As I was pre-gaming with the usual anti-nausea meds and steroids, I quickly schooled myself in a round of Uno. After much deliberation, we concluded if you play the wild “swap hands” card as your last card, you expertly hand the game to your opponent.
Shortly into the second game, I got hooked up the first chemo drug, Oxaliplatin. We resumed playing, and my sister continued beating me bad enough that my body decided to put a stop to the Uno smackdown by rejecting the chemo. About 15 minutes into the infusion, I got a headache and started feeling dizzy, flushed, and nauseous, so I caught the attention of my nurse and told her what was going on. After hearing this, she asked me to push my call light, and like magic, ten nurses converged on my chemo suite to triage the situation. After a quick huddle and a blood pressure check, they determined the best course of action was to pause the chemo and hook me up to saline to flush out the chemo a bit. I guess a blood pressure of 195/120 get’s people excited. They also paged my oncologist to ask him what they should do. About ten minutes into my “pause,” my headache went away, and I started feeling less dizzy, which made the nurses happy. I’m so thankful for the professionalism of all the nurses, they are all amazing!
My oncologist asked my nurse to resume the chemo infusion at half the regular rate for 30 minutes to see how that was tolerated. Once they started things back up, I was hyper-aware of every little change that happened to my body. Despite my hypervigilance, I didn’t notice any adverse reactions, so after 30 minutes they cranked it back up to the standard rate. I didn’t have an unwanted response this time, so the logical conclusion is my body couldn’t handle my sister beating me at Uno. The unfortunate thing is that my mini-hulk out wore me out completely, so I didn’t even have a chance to redeem myself at Uno.
Now that my regular 2-hour infusion was going on three hours, they pushed the 5-FU and hooked me up to my chemo grenade and sent me on my way. I could tell the next few days were going to be rough, given that I was already thoroughly exhausted. Usually, on infusion days, we’d stop for something to eat on the way home, but I didn’t have it in me to stop anywhere.
The next few days were filled with a barrage of lovely side effects, ranging from extreme tiredness and nausea to neuropathy and cold sensitivity. The doctors and nurses are right when they say the side effects are cumulative. Sunday I sat on the couch, feeling like I had just pulled an all-nighter despite sleeping 10 hours the previous night. The worst part is that I couldn’t fall asleep for some reason. In my infinite wisdom, I asked my youngest daughter to get me an eye mask to seek if blocking out some light would help. In my sleepy fog, I figured she would grab the black sleep mask that was sitting on my nightstand. Nope, she came back with what she assured me was a “very comfy and fuzzy” rainbow unicorn sleep mask she got during a sleepover. Whatever, I’m manly enough to pull off the chemo unicorn look, plus, I was far too tired to argue. So I dawned my rainbow unicorn mask, and I was out cold. About an hour later, I awoke to the sound of snickering. Apparently, the sight of her dad rocking a rainbow unicorn mask passed out cold on the couch was too much for my oldest daughter. She swiped my phone and captured the moment for me to remember forever. So, I present to you, sleeping chemo unicorn in his natural environment.

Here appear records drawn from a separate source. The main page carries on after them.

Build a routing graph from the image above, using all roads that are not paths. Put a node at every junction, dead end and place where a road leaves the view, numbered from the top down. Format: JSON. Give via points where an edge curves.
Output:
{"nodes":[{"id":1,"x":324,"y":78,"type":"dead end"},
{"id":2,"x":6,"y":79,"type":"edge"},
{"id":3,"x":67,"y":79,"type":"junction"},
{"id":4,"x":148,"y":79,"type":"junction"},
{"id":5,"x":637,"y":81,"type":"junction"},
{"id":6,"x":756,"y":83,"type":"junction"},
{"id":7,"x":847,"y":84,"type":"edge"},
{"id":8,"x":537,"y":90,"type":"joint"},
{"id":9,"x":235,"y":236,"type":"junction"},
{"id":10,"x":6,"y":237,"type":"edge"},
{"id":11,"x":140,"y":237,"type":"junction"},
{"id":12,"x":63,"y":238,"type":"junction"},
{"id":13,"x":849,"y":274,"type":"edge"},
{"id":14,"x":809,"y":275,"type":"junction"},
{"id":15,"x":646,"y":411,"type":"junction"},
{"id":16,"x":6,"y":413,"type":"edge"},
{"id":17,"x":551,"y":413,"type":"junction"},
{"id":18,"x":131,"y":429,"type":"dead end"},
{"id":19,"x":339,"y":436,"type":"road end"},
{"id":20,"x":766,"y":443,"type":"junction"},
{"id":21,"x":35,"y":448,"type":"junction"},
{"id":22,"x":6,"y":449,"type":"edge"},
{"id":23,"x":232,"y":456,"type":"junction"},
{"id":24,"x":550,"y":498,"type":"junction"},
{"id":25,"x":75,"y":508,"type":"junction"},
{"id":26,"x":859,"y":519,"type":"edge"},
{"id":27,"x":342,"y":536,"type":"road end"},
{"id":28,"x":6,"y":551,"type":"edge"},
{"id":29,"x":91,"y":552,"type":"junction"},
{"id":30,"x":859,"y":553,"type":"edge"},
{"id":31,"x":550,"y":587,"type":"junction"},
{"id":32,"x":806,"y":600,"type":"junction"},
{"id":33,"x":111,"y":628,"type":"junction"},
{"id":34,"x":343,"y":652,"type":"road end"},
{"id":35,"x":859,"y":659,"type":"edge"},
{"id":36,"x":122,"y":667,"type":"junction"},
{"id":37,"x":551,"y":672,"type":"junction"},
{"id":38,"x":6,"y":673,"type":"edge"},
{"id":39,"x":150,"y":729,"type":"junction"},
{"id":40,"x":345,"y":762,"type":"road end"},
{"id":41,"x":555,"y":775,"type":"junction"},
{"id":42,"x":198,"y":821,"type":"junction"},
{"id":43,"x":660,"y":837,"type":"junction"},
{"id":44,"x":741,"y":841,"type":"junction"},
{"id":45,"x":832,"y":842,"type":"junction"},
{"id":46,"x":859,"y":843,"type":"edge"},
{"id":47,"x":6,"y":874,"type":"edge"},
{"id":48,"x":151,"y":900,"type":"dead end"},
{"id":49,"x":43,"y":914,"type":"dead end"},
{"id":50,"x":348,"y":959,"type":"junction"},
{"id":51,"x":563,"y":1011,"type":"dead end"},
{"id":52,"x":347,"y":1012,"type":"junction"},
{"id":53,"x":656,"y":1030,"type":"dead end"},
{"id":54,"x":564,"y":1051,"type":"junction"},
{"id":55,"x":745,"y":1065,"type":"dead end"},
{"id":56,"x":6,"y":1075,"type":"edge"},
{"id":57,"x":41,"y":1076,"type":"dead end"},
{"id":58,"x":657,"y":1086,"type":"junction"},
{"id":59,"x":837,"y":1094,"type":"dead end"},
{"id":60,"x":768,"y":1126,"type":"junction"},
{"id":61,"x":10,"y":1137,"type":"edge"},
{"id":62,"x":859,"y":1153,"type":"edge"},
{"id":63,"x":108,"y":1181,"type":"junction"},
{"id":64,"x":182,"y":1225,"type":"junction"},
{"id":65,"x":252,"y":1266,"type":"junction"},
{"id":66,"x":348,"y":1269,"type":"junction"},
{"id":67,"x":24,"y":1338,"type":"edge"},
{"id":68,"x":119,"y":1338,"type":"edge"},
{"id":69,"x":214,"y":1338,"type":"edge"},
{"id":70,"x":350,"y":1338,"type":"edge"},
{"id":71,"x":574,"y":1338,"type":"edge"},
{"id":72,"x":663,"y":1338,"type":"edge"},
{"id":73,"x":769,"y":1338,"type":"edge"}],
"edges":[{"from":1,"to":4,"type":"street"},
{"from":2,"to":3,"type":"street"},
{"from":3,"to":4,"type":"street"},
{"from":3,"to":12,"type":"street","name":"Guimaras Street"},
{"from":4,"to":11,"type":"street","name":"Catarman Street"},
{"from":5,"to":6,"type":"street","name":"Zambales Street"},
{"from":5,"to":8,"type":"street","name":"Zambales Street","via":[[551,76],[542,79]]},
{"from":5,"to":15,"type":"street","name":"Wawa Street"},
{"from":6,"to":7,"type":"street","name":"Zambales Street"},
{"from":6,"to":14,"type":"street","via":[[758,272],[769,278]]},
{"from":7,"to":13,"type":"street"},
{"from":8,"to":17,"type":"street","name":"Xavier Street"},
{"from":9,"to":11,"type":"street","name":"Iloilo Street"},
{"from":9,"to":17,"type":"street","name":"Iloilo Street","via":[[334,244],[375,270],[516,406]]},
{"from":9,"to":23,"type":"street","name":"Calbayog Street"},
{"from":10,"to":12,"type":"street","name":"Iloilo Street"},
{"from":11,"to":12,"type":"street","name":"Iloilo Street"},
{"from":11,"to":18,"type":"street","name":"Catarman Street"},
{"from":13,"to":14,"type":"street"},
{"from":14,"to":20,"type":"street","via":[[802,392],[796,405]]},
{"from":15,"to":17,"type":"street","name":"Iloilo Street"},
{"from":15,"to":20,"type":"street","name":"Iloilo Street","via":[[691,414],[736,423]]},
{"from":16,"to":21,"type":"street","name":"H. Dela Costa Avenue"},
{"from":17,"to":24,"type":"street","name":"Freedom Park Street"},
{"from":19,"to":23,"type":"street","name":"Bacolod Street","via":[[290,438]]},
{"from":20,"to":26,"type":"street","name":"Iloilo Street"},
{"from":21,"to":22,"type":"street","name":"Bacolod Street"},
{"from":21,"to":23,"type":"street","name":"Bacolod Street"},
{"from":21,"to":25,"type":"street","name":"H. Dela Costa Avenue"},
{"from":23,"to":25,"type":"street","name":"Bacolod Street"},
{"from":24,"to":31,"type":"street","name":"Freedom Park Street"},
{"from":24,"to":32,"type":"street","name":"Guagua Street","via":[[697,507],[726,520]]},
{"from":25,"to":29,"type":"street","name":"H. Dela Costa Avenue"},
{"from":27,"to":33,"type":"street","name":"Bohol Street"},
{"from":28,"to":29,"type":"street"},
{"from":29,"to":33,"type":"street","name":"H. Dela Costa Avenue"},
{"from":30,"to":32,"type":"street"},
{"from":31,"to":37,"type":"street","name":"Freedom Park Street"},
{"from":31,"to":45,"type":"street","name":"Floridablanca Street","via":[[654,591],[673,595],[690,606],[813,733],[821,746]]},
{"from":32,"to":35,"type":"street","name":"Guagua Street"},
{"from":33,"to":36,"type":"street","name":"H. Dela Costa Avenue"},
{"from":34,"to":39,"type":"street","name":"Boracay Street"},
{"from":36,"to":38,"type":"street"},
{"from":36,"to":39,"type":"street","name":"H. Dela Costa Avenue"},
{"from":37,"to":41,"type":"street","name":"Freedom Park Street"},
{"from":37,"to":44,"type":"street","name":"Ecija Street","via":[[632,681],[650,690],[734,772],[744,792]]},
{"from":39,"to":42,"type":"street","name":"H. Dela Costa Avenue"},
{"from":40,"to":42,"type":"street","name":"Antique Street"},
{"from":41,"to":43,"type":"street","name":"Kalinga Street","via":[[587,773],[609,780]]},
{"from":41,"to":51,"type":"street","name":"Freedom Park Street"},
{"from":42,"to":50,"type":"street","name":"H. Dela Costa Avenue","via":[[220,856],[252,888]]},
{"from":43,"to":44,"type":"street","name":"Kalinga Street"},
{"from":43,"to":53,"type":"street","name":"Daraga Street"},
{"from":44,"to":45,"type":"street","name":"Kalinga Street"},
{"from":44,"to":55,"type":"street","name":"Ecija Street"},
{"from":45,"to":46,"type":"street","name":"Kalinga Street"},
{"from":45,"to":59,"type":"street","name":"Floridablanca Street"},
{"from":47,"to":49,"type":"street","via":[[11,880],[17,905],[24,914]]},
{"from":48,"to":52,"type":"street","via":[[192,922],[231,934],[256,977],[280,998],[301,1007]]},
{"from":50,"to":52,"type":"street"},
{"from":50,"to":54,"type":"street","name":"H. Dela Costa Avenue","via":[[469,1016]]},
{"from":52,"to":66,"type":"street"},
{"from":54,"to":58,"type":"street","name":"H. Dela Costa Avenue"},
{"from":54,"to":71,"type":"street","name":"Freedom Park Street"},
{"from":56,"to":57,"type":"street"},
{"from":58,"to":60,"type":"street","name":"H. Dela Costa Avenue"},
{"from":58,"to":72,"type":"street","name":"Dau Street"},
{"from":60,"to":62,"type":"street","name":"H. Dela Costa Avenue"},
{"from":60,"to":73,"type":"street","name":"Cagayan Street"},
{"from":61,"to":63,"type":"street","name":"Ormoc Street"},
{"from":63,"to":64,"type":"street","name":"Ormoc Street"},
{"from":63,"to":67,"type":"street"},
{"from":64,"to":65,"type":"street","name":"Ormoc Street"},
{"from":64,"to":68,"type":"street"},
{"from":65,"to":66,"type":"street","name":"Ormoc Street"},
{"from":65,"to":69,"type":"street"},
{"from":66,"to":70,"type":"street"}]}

I usually feel reasonably human by about Wednesday, but this round was a bit rougher on me. I ended up needing a quick nap in between meetings just to keep going. Finally, by the time Friday rolled around, I was feeling less fatigued but still not wholly human.
As I’m writing this now, I’m still a bit more tired than usual, but I’m definitely feeling better. I had a set of CT scans today to check the progress of the chemo treatments, so I’m praying for a good prognosis. Tomorrow, it’s back to doctor to review the results of the scan and then off to chemo suite for round 5 of chemo. They may need to adjust things depending on the scans, but I won’t know until we review stuff right before my next infusion Friday. So please keep me in your thoughts and prayers this week as we find out how things are going.